Аркаша медленно отстраняется от меня, разворачивается всем торсом и приподнимает густую бровь.
Он не моргает, вглядывается в мои глаза, буравит меня этим спокойным, взглядом.
Я теряюсь. Пытаюсь спрятать свою неловкость и почему-то нахлынувший стыд за чашкой чая. Сердито отставляю её обратно на столик. Избегаю прямого взгляда сына. Медленно выдыхаю. Закрываю глаза.
— Мам, — снова говорит Аркадий, и я крепко зажмуриваюсь, а после даже сжимаю кулаки на коленях.
Если честно, то я совсем забыла, что такое любить мужчину. Что такое чувствовать когда в груди сердце бьётся часто-часто, когда перехватывает дыхание от одного лишь взгляда.
И когда коленки подгибаются. Со мной этого не было очень-очень давно.
Вчера Герман вновь был моим. Но... это уже была не страсть влюблённости. А лишь... напоминание. Напоминание о том, что мы когда-то были рядом и когда-то любили друг друга. Любили до безумия.
— Зачем ты ведёшь такие разговоры? — сипло спрашиваю я и в отчаянии смотрю на сына.
Аркадий слабо улыбается.
А я в мыслях сама себе признаюсь, что тогда, когда я выгнала Германа, прежде всего... освободилась. И ведь эти несколько лет у меня действительно не было никаких сожалений о том, что мы развелись. О том, что мы перестали быть друг для друга родными людьми.

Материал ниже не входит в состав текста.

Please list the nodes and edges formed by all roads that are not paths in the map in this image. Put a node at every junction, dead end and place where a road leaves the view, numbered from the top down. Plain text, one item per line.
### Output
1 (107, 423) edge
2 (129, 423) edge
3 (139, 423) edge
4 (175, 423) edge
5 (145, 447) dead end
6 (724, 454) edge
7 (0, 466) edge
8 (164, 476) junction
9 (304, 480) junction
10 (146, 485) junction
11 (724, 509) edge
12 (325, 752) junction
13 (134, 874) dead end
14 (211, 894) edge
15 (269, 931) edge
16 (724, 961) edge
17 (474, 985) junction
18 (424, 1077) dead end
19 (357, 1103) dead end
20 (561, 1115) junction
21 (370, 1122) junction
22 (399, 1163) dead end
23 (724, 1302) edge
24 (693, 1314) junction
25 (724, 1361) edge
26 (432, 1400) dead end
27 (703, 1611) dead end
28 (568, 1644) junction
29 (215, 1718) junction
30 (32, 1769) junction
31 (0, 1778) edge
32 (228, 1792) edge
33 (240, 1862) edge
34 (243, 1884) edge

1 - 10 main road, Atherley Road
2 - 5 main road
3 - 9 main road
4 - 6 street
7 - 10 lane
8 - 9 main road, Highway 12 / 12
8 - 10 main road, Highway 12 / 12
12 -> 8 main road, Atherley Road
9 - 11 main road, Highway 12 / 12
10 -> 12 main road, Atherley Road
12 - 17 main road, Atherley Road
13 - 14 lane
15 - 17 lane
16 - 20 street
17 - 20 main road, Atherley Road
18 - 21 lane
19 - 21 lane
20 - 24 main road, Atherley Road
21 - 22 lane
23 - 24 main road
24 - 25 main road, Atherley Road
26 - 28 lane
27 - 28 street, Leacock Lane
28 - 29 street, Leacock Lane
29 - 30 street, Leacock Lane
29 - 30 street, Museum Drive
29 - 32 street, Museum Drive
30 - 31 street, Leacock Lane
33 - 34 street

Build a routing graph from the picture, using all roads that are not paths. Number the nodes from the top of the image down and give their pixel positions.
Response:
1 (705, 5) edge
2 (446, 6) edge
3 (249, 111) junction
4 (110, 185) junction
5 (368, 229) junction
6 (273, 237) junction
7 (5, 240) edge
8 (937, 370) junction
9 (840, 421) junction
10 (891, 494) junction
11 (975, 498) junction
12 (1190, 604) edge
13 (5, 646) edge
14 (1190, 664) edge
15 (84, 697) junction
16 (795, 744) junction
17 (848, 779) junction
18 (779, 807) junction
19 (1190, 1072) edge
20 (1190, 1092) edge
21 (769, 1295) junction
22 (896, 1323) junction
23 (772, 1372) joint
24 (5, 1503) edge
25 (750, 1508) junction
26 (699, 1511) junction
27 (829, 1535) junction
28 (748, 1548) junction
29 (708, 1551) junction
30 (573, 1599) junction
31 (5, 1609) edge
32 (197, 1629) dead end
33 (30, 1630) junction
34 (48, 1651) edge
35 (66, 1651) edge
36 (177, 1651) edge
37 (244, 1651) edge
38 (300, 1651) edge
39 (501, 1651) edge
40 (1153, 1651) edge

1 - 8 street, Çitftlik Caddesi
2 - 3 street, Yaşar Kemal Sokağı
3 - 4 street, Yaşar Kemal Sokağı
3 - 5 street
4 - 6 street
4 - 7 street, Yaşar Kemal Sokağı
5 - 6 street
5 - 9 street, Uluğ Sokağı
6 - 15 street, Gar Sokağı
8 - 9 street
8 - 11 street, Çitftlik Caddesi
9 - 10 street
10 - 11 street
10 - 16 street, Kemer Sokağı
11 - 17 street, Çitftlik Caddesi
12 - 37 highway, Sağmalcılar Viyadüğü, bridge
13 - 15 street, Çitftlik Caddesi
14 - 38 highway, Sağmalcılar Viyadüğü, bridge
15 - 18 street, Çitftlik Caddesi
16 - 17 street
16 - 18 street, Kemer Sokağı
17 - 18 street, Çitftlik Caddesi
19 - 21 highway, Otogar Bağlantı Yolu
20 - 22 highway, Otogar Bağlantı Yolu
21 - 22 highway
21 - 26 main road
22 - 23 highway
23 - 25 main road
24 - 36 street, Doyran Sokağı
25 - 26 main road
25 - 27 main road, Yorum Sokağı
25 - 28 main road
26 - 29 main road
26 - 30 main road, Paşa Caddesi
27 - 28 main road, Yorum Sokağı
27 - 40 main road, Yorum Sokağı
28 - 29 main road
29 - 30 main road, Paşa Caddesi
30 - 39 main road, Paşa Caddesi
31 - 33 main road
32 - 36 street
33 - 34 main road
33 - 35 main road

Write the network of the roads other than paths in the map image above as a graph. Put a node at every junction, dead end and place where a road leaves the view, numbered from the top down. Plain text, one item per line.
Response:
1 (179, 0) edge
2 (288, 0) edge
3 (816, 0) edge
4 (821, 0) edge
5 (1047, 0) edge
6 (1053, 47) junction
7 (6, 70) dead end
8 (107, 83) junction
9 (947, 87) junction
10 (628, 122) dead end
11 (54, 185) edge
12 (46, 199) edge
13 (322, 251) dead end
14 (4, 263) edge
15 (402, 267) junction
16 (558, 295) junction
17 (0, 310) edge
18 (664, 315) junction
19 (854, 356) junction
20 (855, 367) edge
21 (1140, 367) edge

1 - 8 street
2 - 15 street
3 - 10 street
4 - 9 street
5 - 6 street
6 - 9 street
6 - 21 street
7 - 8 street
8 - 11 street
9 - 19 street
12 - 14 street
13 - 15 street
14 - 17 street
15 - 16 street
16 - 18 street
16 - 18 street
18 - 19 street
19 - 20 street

Мне было приятно обвинять во всём его. В том, что он подлец, изменщик, обманщик. Ведь так было легче. Легче, чем осознать то, что наша любовь... просто остыла.
— Всё, Аркадий, — я встаю и резко шагаю прочь из гостиной. Плед срывается с плеч и падает на пол бархатным комом. — Я думаю, тебе пора домой.
— Мам, — тихо окликает меня сын.
Я резко останавливаюсь в дверях, не оборачиваясь.
— Ты же его правда не любишь?
— Прекрати немедленно! — я уже кричу, разворачиваясь к нему. Моё отражение в огромном зеркале на стене — разгневанная, растрёпанная женщина с горящими щеками. — То, что я его не люблю, не значит, что он не должен быть моим!
Я замолкаю и шумно выдыхаю, осознав, что только что выпалила сокровенную, уродливую правду.
В окна гостиной пробиваются несмелые лучи утреннего солнца. И я вижу, как в них танцуют миллионы пылинок.
— Всё, уходи, — топаю ногой по холодному мрамору и скидываю руку в сторону холла. — Проваливай. И знай, что я с тобой больше не разговариваю, потому что ты меня сильно обидел.
— О, мам, я тебя сейчас обижу ещё больше, — Аркадий с угрозой встаёт и делает шаг в мою сторону.
Как же он сейчас похож на своего отца! И эта схожесть выбешивает меня до приступа низкого, животного рыка.
— Несносный мальчишка! — взвизгиваю я.
Аркадий усмехается и заявляет:
— Тебе, правда, очень давно уже нужен нормальный мужик.
Я аж захлёбываюсь от возмущения, широко распахиваю глаза и с шумом выдыхаю через ноздри.
— Ты как разговариваешь с матерью?!
— Да, — кивает Аркадий и делает ко мне новый шаг. — Тебе нужен такой мужик, который скрутит тебя в бараний рог.
— Да как ты смеешь! — кричу я.
А Аркадий смеётся:
— Да-да, именно такой тебе и нужен! У тебя слишком много нерастраченной энергии, мам.
— Ты весь в отца! — рявкаю я в бессилии и отчаянии перед этим маленьким, выросшим Германом.
Сын кивает и широко улыбается, вскинув руки в стороны:
— Ну естественно! Я же его сын. Во мне его кровь.
— Какой же ты бессовестный! — говорю я и пытаюсь заплакать, чтобы вызвать в сыне жалость и чувство вины.
Но слёзы не идут. Внутри — одна горячая ярость. Я злюсь ещё больше. И во вспышке гнева я с размаху пинаю высокую фарфоровую вазу дизайнерской работы, из которой так живописно торчали засушенные ветки ивы.